The person is an idol, and you need not have any concern for him. Are you concerned with everybody in the world? So many people are walking on the street, but when the President comes, you will immediately get up and receive him with honour. Then, whom are you adoring? You are worshipping "something" that you see "through" this idol of a human being. Do you understand my point? Likewise, the idol in the shrine is not actually an idol but a representation of what it stands for, beyond its visible shape or form.

The whole universe is one integral being. Nature is not made up of little parts. Just as I can touch any little part of your body, and it is equal to touching the whole body, if I touch your finger, you will say, "You are touching me," so, a little part that I touch is equal to the touch of the whole to which it belongs. In view of the fact that Nature is an integral all-comprehensive whole, every part of it also is Nature. Every part, you may say, is even God Himself.

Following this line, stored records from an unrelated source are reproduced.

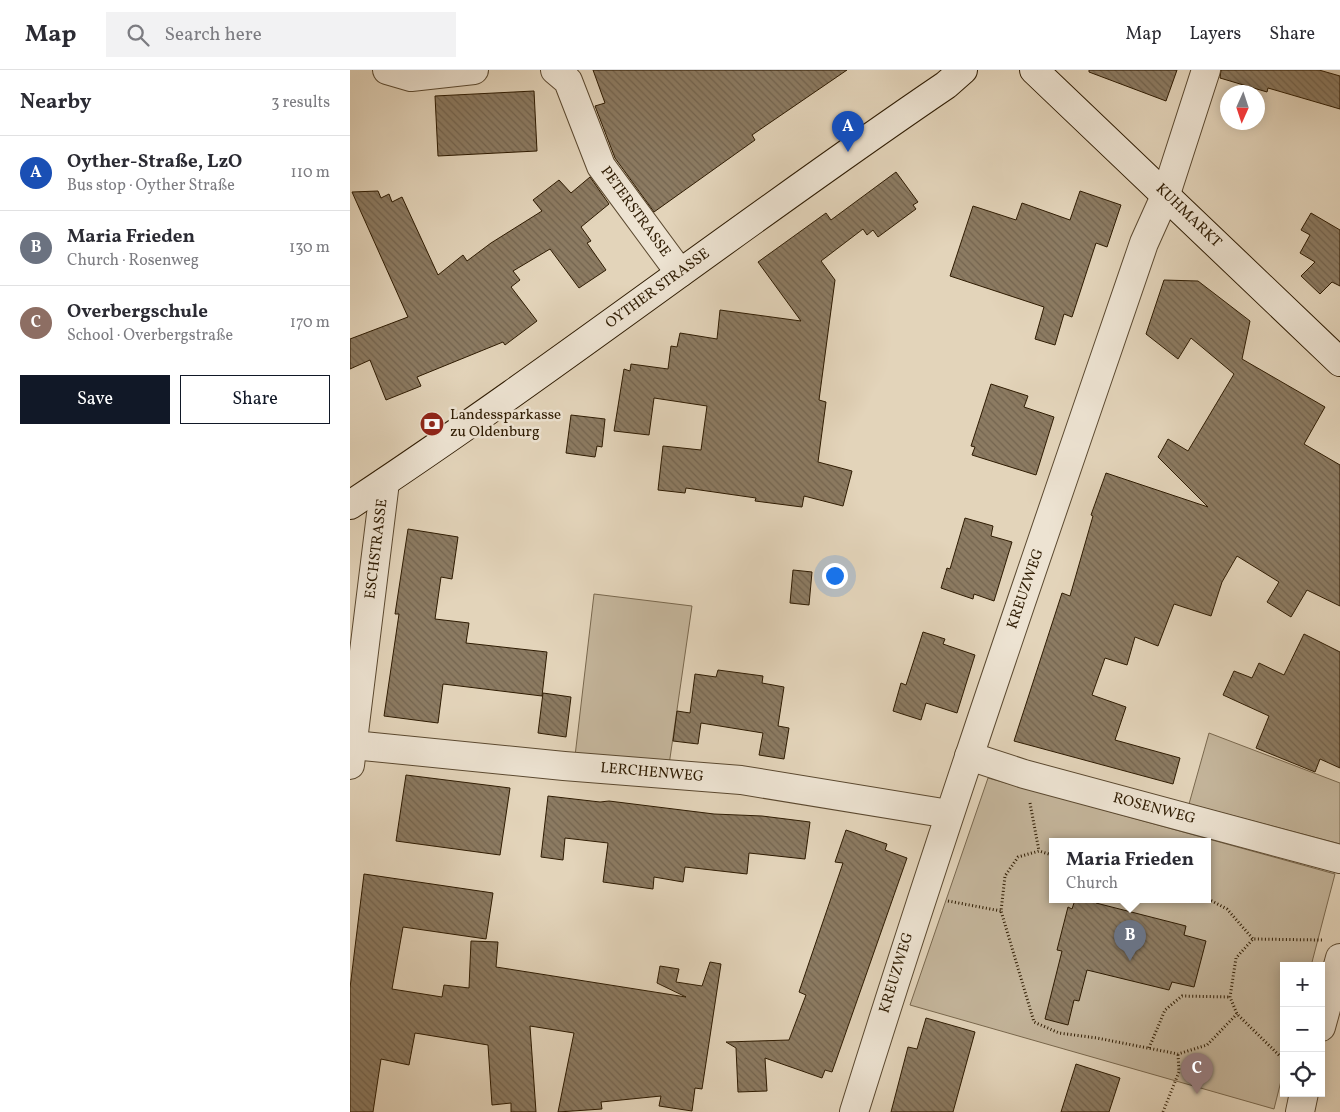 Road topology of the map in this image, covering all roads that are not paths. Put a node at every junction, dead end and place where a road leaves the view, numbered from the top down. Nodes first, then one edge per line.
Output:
1 (387, 70) edge
2 (474, 70) edge
3 (555, 70) edge
4 (963, 70) edge
5 (1034, 70) edge
6 (1206, 70) edge
7 (1166, 194) junction
8 (680, 273) junction
9 (1340, 362) edge
10 (386, 482) junction
11 (350, 505) edge
12 (351, 755) edge
13 (969, 756) junction
14 (949, 814) junction
15 (1340, 859) edge
16 (1335, 949) edge
17 (1325, 1007) edge
18 (1303, 1097) edge
19 (854, 1112) edge
20 (1300, 1112) edge

1 - 2 street
3 - 8 street, PETERSTRASSE
4 - 8 street, OYTHER STRASSE
5 - 7 street, KUHMARKT
6 - 7 street, KREUZWEG
7 - 9 street, KUHMARKT
7 - 13 street, KREUZWEG
8 - 10 street, OYTHER STRASSE
10 - 11 street, OYTHER STRASSE
10 - 12 street, ESCHSTRASSE
12 - 14 street, LERCHENWEG
13 - 14 street, KREUZWEG
13 - 15 street, ROSENWEG
14 - 19 street, KREUZWEG
16 - 17 street
18 - 20 street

This "part" concept is only notional. There is no part in God; there is no part in Nature also. There is no part in your personality; you are a whole person. When you come here, you don't come like a jumble of many parts of your body, though it is so in fact. You are a conglomeration of many limbs, and yet you don't say that the limbs are coming. You say, "I am coming." In the same way, Nature is one whole person, and any part of it is as good as any other part. Because of the fact that it is difficult to conceive the total whole at once, due to our immature notion of reality, we symbolise it in an idol. We reach the ocean through a river. We cannot go to the ocean immediately. I will catch hold of a boat and sit on the Ganga, and it will take me to the ocean. All the rivers are like idols, through which you can see the ocean behind. In a similar manner, you touch any part of the world, and you are touching the entire world.

The worship of idols is not worship of any particular thing. It is symbolic as a part of the total which is hidden in that little thing, even as the President is present in one single individual.

Another example is that there are officials in the government – there are police, collectors, magistrates, and varieties of powers. Every person here represents the government, which is the total whole. If you want to see the government, you cannot go and see it physically anywhere; you cannot see the government where it exactly is. You rather go to a person who represents the government, such as a magistrate, a collector, or a commissioner. When I want to see the government, I go to a person. The total whole is represented in that person, which is the administrative authority of the government, which is impersonal in itself.

In a similar manner, any part of the world can represent the whole universe, and so, when a person worships the so-called idol, he sees the whole cosmos represented in it. Remember the examples I have cited to you. Thus, there are not many gods, just as there are not many governments, though there are many officials.

Visitor B: You are in good shape this morning! Thank you very much.

SWAMIJI: So, I have many friends now.